Replica sets create a group of database nodes that work together to provide the data resilience. There is a primary (the master) and 1..n secondaries (the slaves), distributed across multiple physical hosts.
MongoDB has another concept called Sharding that helps scalability and speed for a cluster. Shards separate the database into indexed sets, which allow for much greater speed for writes, thus improving overall database performance. Sharded databases are often setup so that each shard is a replica set.
The replica set model can be easily extended to a Geo-redundant location by stretching the set across two sites. In those scenarios, an Arbiter node is required. The Arbiter is used as a non-data-processing node that helps decide which node becomes the primary in the case of failure. For example, if there are four nodes: primary, secondary1, secondary2 and the arbiter, and if the primary fails, the remaining nodes “vote” for which of the secondary nodes becomes the primary. Since there are only two secondaries, there would be a tie and failover would not occur. The arbiter solves that problem and “votes” for one node breaking the tie.
Without Session Replication
The following list provides information related to GR without session replication:
-
If PCEF elements need to switch over clusters, the current Diameter session between the PCEF and PCRF will be terminated and a new session will need to be re-established.
-
Simplifies architecture and reduces complexity.
-
Quota data not reported. Currently, this is a limitation.
Active/Standby
In active/standby mode, one CPS system is active while the other CPS system, often referred to as the Disaster Recovery (DR) site, is in standby mode. In the event of a complete failure of the primary CPS cluster or the loss of the data center hosting the active CPS site, the standby site takes over as the active CPS cluster. All PCEFs use the active CPS system as primary, and have the standby CPS system configured as secondary.

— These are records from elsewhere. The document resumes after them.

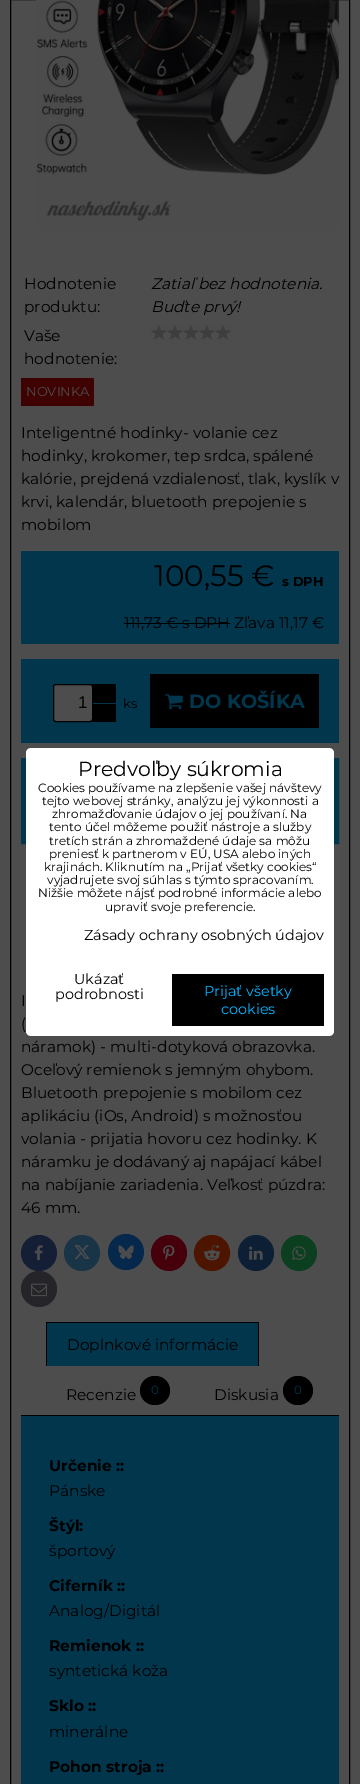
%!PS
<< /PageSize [360 1784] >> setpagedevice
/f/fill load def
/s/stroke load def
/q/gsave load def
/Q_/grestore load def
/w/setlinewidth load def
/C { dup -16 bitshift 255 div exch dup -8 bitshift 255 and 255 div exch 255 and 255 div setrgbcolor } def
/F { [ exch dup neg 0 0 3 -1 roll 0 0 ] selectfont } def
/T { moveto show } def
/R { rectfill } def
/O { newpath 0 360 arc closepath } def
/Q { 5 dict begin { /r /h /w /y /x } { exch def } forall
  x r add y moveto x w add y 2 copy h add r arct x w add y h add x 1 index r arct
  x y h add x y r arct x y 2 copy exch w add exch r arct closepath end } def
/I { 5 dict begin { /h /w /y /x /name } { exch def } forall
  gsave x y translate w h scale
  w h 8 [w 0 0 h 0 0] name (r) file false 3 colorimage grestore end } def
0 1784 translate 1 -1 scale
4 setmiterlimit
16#4D4D4D C
0 0 360 1784 R
16#000000 C
10.5 -.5 339 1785 rectstroke
(1.rgb) 36 0 303 226 I
/Montserrat-Thin 15.4 F
(Hodnotenie) 24 289 T
(produktu:) 24 312 T
/Montserrat-ThinItalic 15.4 F
(Zatiaľ bez hodnotenia.) 151 289 T
(Buďte prvý!) 151 312 T
/Montserrat-Thin 15.4 F
(Vaše) 24 341 T
(hodnotenie:) 24 364 T
(2.rgb) 151 325 80 15 I
16#3E0202 C
21 378 73 28 R
/Montserrat-Thin 13 F
16#4D4D4D C
(NOVINKA) 26 396 T
/Montserrat-Thin 15.4 F
16#000000 C
(Inteligentné hodinky- volanie cez) 21 438 T
(hodinky, krokomer, tep srdca, spálené) 21 461 T
(kalórie, prejdená vzdialenosť, tlak, kyslík v) 21 484 T
(krvi, kalendár, bluetooth prepojenie s) 21 507 T
(mobilom) 21 530 T
16#02364D C
21 551 318 93 R
/Montserrat-Thin 29.5 F
16#000000 C
(100,55 €) 154 586 T
/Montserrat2-Thin 13 F
(s DPH) 282 586 T
/Montserrat-Thin 15.4 F
(111,73 € s DPH) 124 628 T
124 623 106 1 R
(Zľava 11,17 €) 234 628 T
16#02364D C
21 659 318 84 R
16#000000 C
90 684 26 38 R
16#4D4D4D C
53.5 684.5 39 37 2.5 Q q f Q_
16#000000 C
s
/LiberationSans-Regular 17 F
(1) 78 708 T
16#02364D C
93 703 23 1 R
/Montserrat-Thin 13 F
16#000000 C
(ks) 123 708 T
150 674 169 54 R
(3.rgb) 165 694 18 16 I
/Montserrat2-Thin 19.25 F
16#02364D C
(DO KOŠÍKA) 189 708 T
5 w
23.5 760.5 313 81 rectstroke
/Montserrat-Thin 15.4 F
16#000000 C
(I) 21 1006 T
(\() 21 1029 T
(náramok\) - multi-dotyková obrazovka.) 21 1052 T
(Oceľový remienok s jemným ohybom.) 21 1075 T
(Bluetooth prepojenie s mobilom cez) 21 1098 T
(aplikáciu \(iOs, Android\) s možnosťou) 21 1121 T
(volania - prijatia hovoru cez hodinky. K) 21 1144 T
(náramku je dodávaný aj napájací kábel) 21 1167 T
(na nabíjanie zariadenia. Veľkosť púzdra:) 21 1190 T
(46 mm.) 21 1213 T
16#141F35 C
39 1253 18 O f
(4.rgb) 34 1245 9 16 I
16#1A3447 C
82 1253 18 O f
(5.rgb) 74 1245 16 14 I
16#05284C C
126 1252 18 O f
(6.rgb) 118 1245 16 14 I
16#45000B C
169 1253 18 O f
(7.rgb) 163 1245 12 16 I
16#4D1500 C
212 1253 18 O f
(8.rgb) 204 1245 16 16 I
16#0C1F35 C
256 1253 18 O f
(9.rgb) 249 1246 14 14 I
16#0B3F1F C
299 1253 18 O f
(10.rgb) 292 1246 14 15 I
16#242429 C
39 1289 18 O f
(11.rgb) 31 1283 16 14 I
16#02364D C
47 1323 211 43 R
16#000000 C
46 1322 213 1 R
258 1322 1 44 R
46 1322 1 44 R
(Doplnkové informácie) 67 1350 T
(Recenzie) 66 1400 T
140 1376 30 29 14.5 Q f
/Montserrat-Thin 12 F
16#02364D C
(0) 151 1394 T
/Montserrat-Thin 15.4 F
16#000000 C
(Diskusia) 214 1400 T
283 1376 30 29 14.5 Q f
/Montserrat-Thin 12 F
16#02364D C
(0) 294 1394 T
21 1416 318 368 R
16#000000 C
21 1415 318 1 R
/Montserrat2-Thin 15.4 F
(Určenie ::) 49 1471 T
/Montserrat-Thin 15.4 F
(Pánske) 49 1496 T
/Montserrat2-Thin 15.4 F
(Štýl:) 49 1531 T
/Montserrat-Thin 15.4 F
(športový) 49 1556 T
/Montserrat2-Thin 15.4 F
(Ciferník ::) 49 1591 T
/Montserrat-Thin 15.4 F
(Analog/Digitál) 49 1616 T
/Montserrat2-Thin 15.4 F
(Remienok ::) 49 1651 T
/Montserrat-Thin 15.4 F
(syntetická koža) 49 1676 T
/Montserrat2-Thin 15.4 F
(Sklo ::) 49 1711 T
/Montserrat-Thin 15.4 F
(minerálne) 49 1737 T
/Montserrat2-Thin 15.4 F
(Pohon stroja ::) 49 1772 T
16#FFFFFF C
26 748 308 288 5 Q f
/Montserrat-Thin 20.4 F
16#000000 C
(Predvoľby súkromia) 78 776 T
/Montserrat-Thin 12 F
(Cookies používame na zlepšenie vašej návštevy) 38 792 T
(tejto webovej stránky, analýzu jej výkonnosti a) 42 805 T
(zhromažďovanie údajov o jej používaní. Na) 52 818 T
(tento účel môžeme použiť nástroje a služby) 49 831 T
(tretích strán a zhromaždené údaje sa môžu) 49 845 T
(preniesť k partnerom v EÚ, USA alebo iných) 49 858 T
(krajinách. Kliknutím na „Prijať všetky cookies“) 44 871 T
(vyjadrujete svoj súhlas s týmto spracovaním.) 47 884 T
(Nižšie môžete nájsť podrobné informácie alebo) 38 897 T
(upraviť svoje preferencie.) 105 911 T
/Montserrat-Thin 14.4 F
(Zásady ochrany osobných údajov) 84 940 T
(Ukázať) 74 984 T
(podrobnosti) 55 999 T
172 974 152 52 R
16#05B4FF C
(Prijať všetky) 204 996 T
(cookies) 221 1014 T
showpage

The backup CPS system is in standby mode; it does not receive any requests from connected PCEFs unless the primary CPS system fails, or in the event of a complete loss of the primary site.
If an external load balancer or Diameter Routing Agent (DRA) is used, the CPS in the active cluster is typically configured in one group and the CPS in the standby cluster is configured in a secondary group. The load balancer/DRA may then be configured to automatically fail over from active to passive cluster.
Active/Active
-
Traffic from the network is distributed to two CPS clusters concurrently.
-
PCEFs are divided within the Service Provider’s network to have a 50/50% split based on traffic.
-
Session data is not replicated across sites.
-
SPR (subscriber information) data is replicated across Standby site.
-
Balance data is replicated across Standby site.
-
Diameter sessions need to be re-established if a failover occurs. Outstanding balance reservations will time out and be released.
-
In case of a failure all traffic is routed to the remaining CPS site.
With Session Replication
Active/Standby
-
Solution protects against complete site outage as well as link failure towards one or more PCEF sites.
-
If PCEF fails over to Secondary site while Primary site is still active (for example, link failure):
-
SPR data is retrieved from local SPR replica members at Secondary site.
-
Session and Balance data is read/written across from/to Primary site.
-
-
Complete Outage of Policy Director Layer results in database failover to Secondary site.
-
On recovery from a failure, a CPS node does not accept traffic until databases are known to be in a good state.
Active/Active
-
Traffic from the network is distributed to two clusters concurrently.
-
PCEFs are divided within the Service Provider’s network to have a 50/50% split based on traffic.
-
Session data is replicated across sites (two way replication).
-
SPR (subscriber information) data is replicated across Standby site.
-
Balance data is replicated across Standby site.
-
Diameter session does not need to be re-established if a failover occurs. No loss of profile or balance information.
-
Load balancer VMs use only local VMs for traffic processing.
-
In case of a failure all traffic is routed to the remaining site.